A superquadric is represented as point cloud and the goal is to predict its parameters (dimensions along the axes - 3 values, offset - 3 values, and shape parameters - 2 values). In order to do that, I adapted the network in order to output 8-dimensional vector. As a loss function, I used MSE. Initially, I wanted to predict parameters for shapes which axis dimensions are in range [25, 75], offsets in range [25, 230], and shape parameters [0.1, 1]. Thus, the maximum possible distance from the origin of the coordinate system is 305 (230 + 75). The reason why I chose these values was to have a dataset comparable with the dataset from another paper. Anyway, when I tried to train the network on point clouds, parametrized by these parameter ranges, There was an out of memory exception (for training, I use NVIDIA RTX2080 Ti with 12GiB).

Then I tried to normalize the points and the errors were huge. KPConv-losses

If possible, I would appreciate it if you could comment or suggest any possible direction that might improve the results. First, I guess the network is suitable for such a task but I haven't reached a point to get to at least meaningful results and try to modify the network further thereafter. Second, I would be thankful if you share any experiences or memory consumption depending on body size estimates in order to adapt the data.
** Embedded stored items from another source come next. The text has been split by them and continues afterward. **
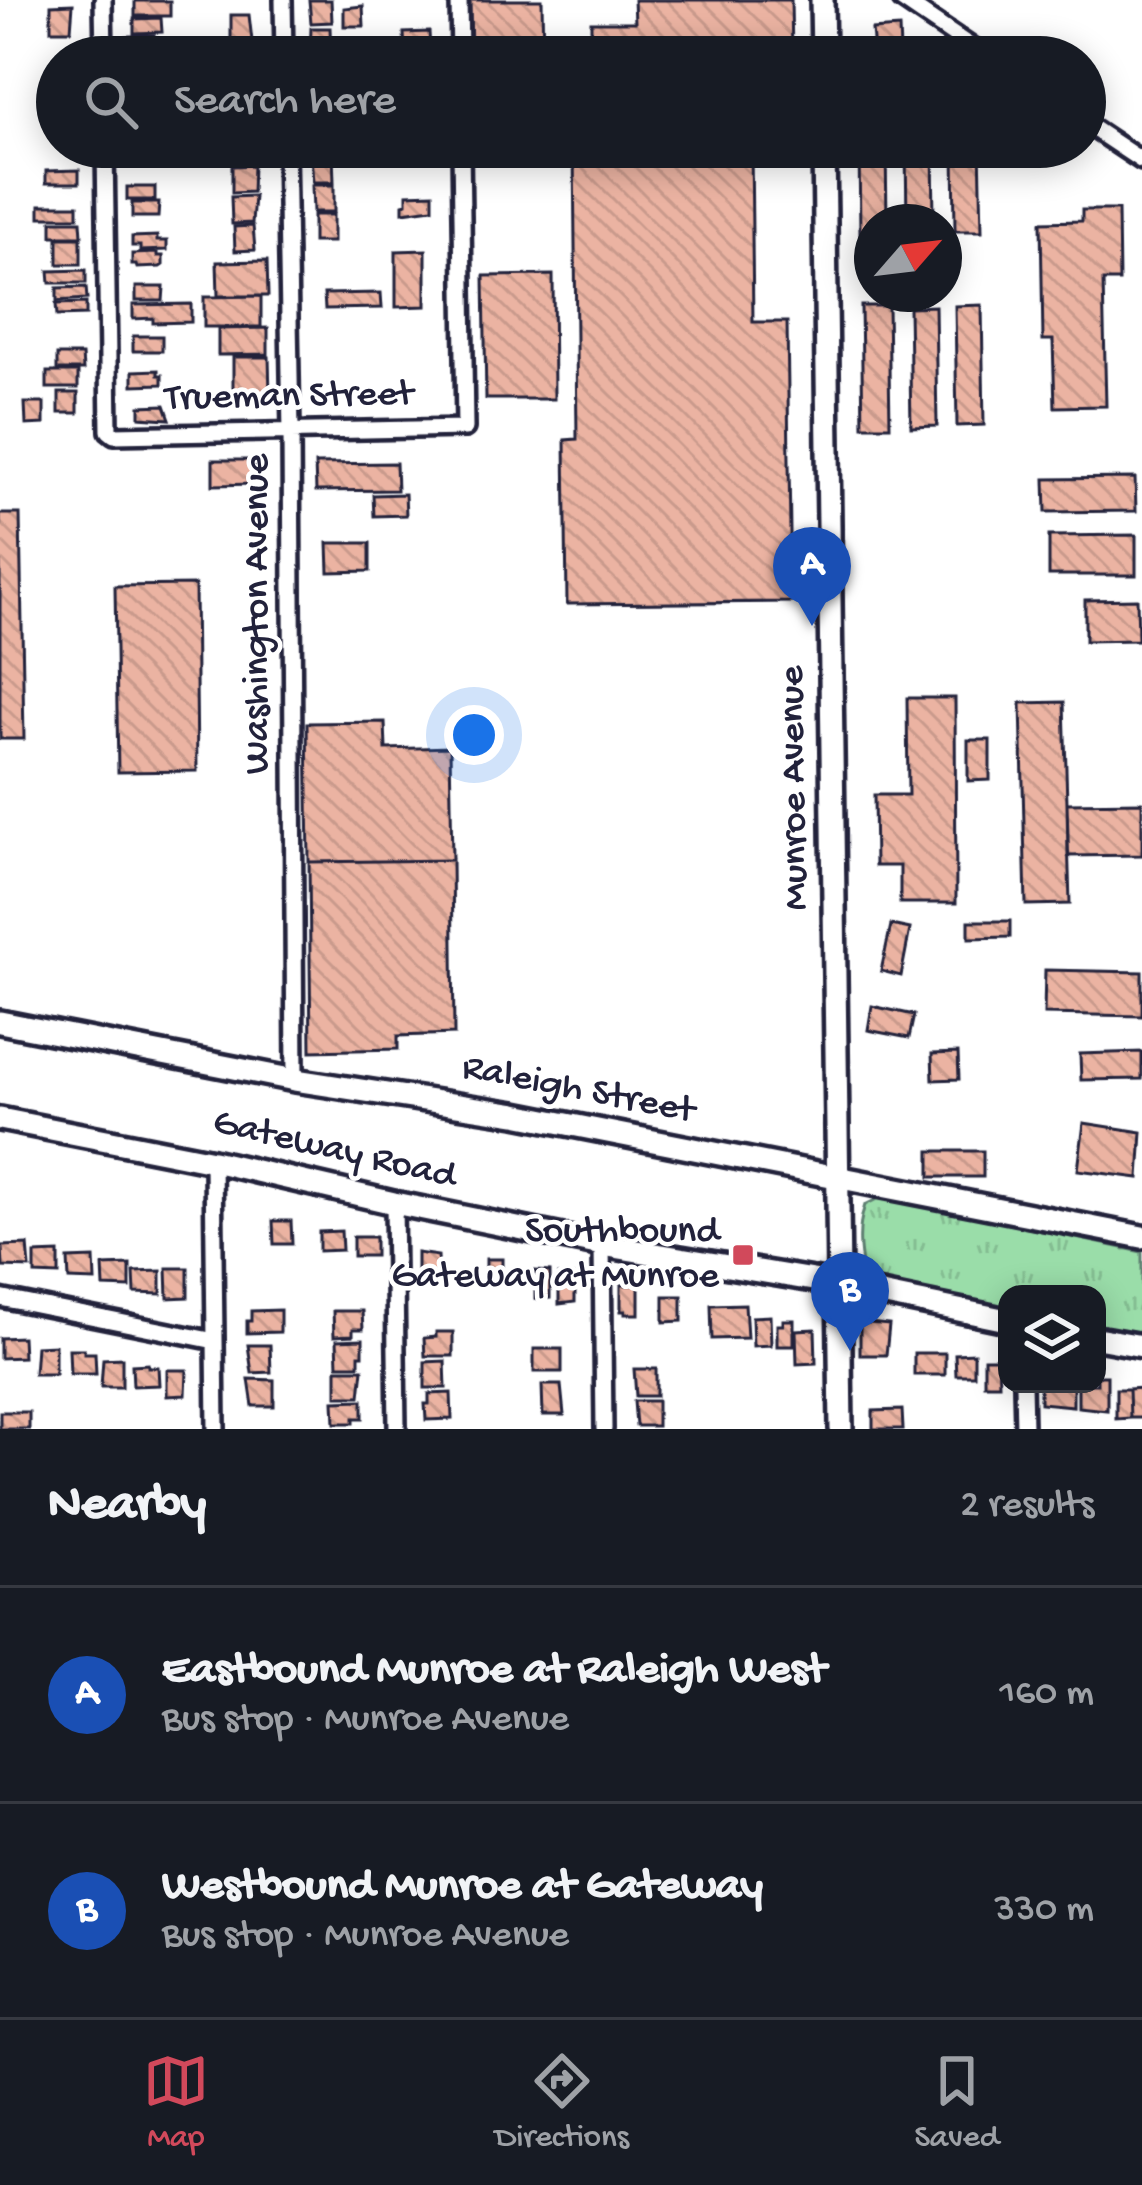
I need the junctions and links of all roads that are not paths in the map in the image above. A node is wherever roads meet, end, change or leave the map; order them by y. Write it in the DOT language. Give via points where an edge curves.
graph roads {
  1 [pos="103,0"];
  2 [pos="283,0"];
  3 [pos="459,0"];
  4 [pos="822,0"];
  5 [pos="902,0"];
  6 [pos="104,36"];
  7 [pos="284,36"];
  8 [pos="460,36"];
  9 [pos="823,36"];
  10 [pos="955,36"];
  11 [pos="1106,137"];
  12 [pos="1142,161"];
  13 [pos="105,168"];
  14 [pos="286,168"];
  15 [pos="461,168"];
  16 [pos="824,168"];
  17 [pos="291,432"];
  18 [pos="0,1022"];
  19 [pos="295,1080"];
  20 [pos="0,1120"];
  21 [pos="213,1161"];
  22 [pos="837,1177"];
  23 [pos="394,1203"];
  24 [pos="1142,1237"];
  25 [pos="602,1245"];
  26 [pos="837,1286"];
  27 [pos="0,1298"];
  28 [pos="998,1318"];
  29 [pos="1106,1340"];
  30 [pos="215,1341"];
  31 [pos="1142,1346"];
  32 [pos="1023,1393"];
  33 [pos="216,1429"];
  34 [pos="397,1429"];
  35 [pos="604,1429"];
  36 [pos="841,1429"];
  37 [pos="1024,1429"];
  1 -- 6 [label="street"];
  2 -- 7 [label="street"];
  3 -- 8 [label="street"];
  4 -- 9 [label="street"];
  5 -- 10 [label="street"];
  11 -- 12 [label="street"];
  13 -- 17 [label="street, Trueman Street" via="109,430"];
  14 -- 17 [label="street, Washington Avenue"];
  15 -- 17 [label="street, Trueman Street" via="465,428"];
  16 -- 22 [label="street, Munroe Avenue"];
  17 -- 19 [label="street, Washington Avenue"];
  18 -- 19 [label="street, Raleigh Street"];
  19 -- 22 [label="street, Raleigh Street"];
  20 -- 21 [label="street, Gateway Road"];
  21 -- 23 [label="street, Gateway Road"];
  21 -- 30 [label="street"];
  22 -- 24 [label="street, Raleigh Street"];
  22 -- 26 [label="street, Munroe Avenue"];
  23 -- 25 [label="street, Gateway Road"];
  23 -- 34 [label="street"];
  25 -- 26 [label="street, Gateway Road"];
  25 -- 35 [label="street"];
  26 -- 28 [label="street, Gateway Road"];
  26 -- 36 [label="street, Munroe Avenue"];
  27 -- 30 [label="street"];
  29 -- 31 [label="street"];
  30 -- 33 [label="street"];
  32 -- 37 [label="street"];
}
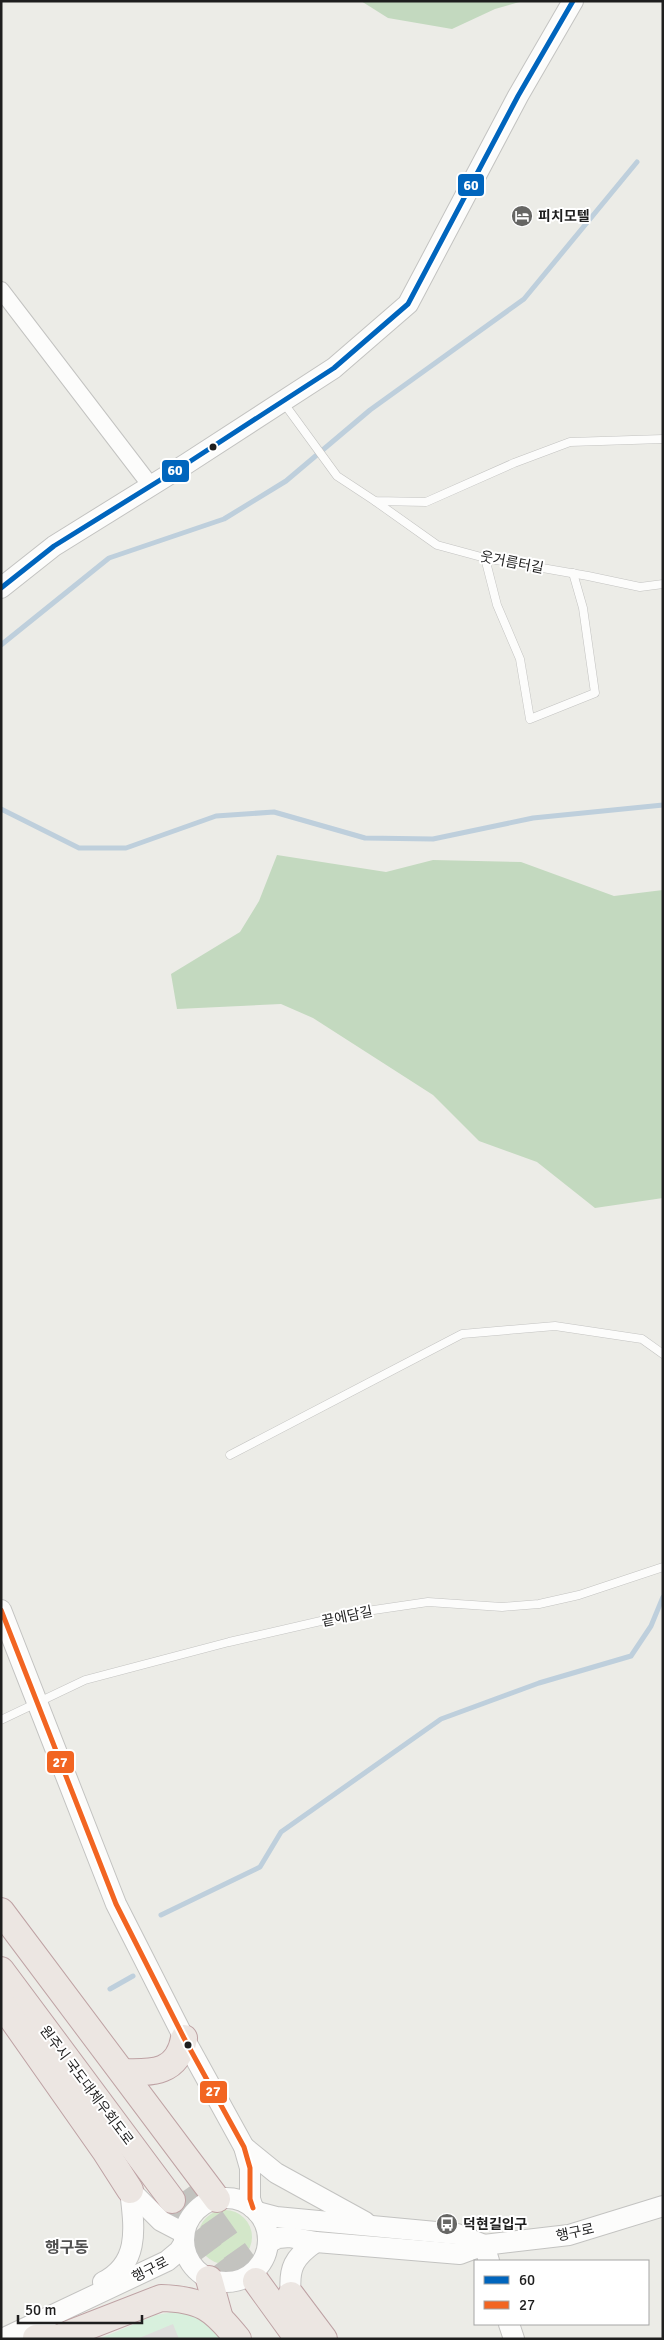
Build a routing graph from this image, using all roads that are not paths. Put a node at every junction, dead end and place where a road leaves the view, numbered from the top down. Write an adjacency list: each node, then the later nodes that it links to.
1 (574, 1): 3 (street)
2 (1, 290): 5 (street)
3 (283, 402): 5 (street); 6 (lane, 웃거름터길)
4 (663, 439): 6 (lane)
5 (151, 486): 10 (street)
6 (375, 501): 7 (lane, 웃거름터길)
7 (485, 558): 8 (lane, 웃거름터길); 8 (lane)
8 (573, 573): 9 (lane, 웃거름터길)
9 (663, 584)
10 (1, 588)
11 (663, 1354): 12 (lane)
12 (230, 1454)
13 (663, 1567): 15 (lane, 끝에담길)
14 (1, 1610): 15 (street)
15 (38, 1702): 16 (lane, 끝에담길); 21 (street)
16 (1, 1720)
17 (1, 1911): 22 (highway)
18 (1, 1934): 19 (highway, 원주시 국도대체우회도로)
19 (1, 1970)
20 (1, 2003): 24 (highway)
21 (184, 2038): 22 (highway); 23 (street)
22 (123, 2072): 25 (highway)
23 (244, 2147): 25 (street); 27 (street); 28 (street)
24 (130, 2190): 29 (street); 37 (street)
25 (224, 2199): 27 (street); 29 (street)
26 (663, 2206): 31 (street, 행구로)
27 (255, 2210): 28 (street); 32 (street)
28 (372, 2226): 31 (street)
29 (184, 2238): 33 (street); 37 (street, 행구로)
30 (316, 2242): 31 (street, 행구로); 32 (street, 행구로); 34 (street)
31 (486, 2253)
32 (257, 2269): 33 (street); 34 (street); 40 (highway); 41 (highway)
33 (205, 2277): 35 (highway); 37 (street, 행구로)
34 (291, 2295): 42 (highway)
35 (219, 2315): 37 (highway); 39 (highway)
36 (509, 2325): 43 (street)
37 (34, 2334): 38 (street, 행구로)
38 (2, 2339)
39 (238, 2339)
40 (276, 2339)
41 (298, 2339)
42 (324, 2339)
43 (514, 2339)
This is an example superquadric point cloud: point_cloud_sample

HuguesTHOMAS commented 4 years ago

Hi @nikogamulin,

Thank you for your interest in my work. This problem of yours seems very interesting and hard to tackle.

First I think that the success or failure of your training depends on the way you implemented your loss. The backbone architecture is the same for all tasks, but you need to have a good loss function to be able to learn anything. From what I see here, the loss value are huge, so it seems that there is a problem in its implementation. Are you sure the MSE function is doing what you want? I generally compare this kind of premade loss function to a custom implementation using torch.sum and torch.mean, just to be sure that the behavior is the one I want.

By the way I assume your graph are swapped, and the training ones are on the left (otherwise this would not make sense).

As for the memory consumption, I invite you to read some older issues that I already answered: 1, 2 In your case, the first_subsampling_dl and batch_num are the two parameters that will control the number of points (and therefore the memory) that your GPU consumes. As you have your own data, you also have to make sure that the point cloud that you feed are subsampled with the right grid (with cell size equal to first_subsampling_dl). Like I do in the function load_subsampled_clouds in ModelNet40.py.

I hope that helped. Good luck with your problem.

Best, Hugues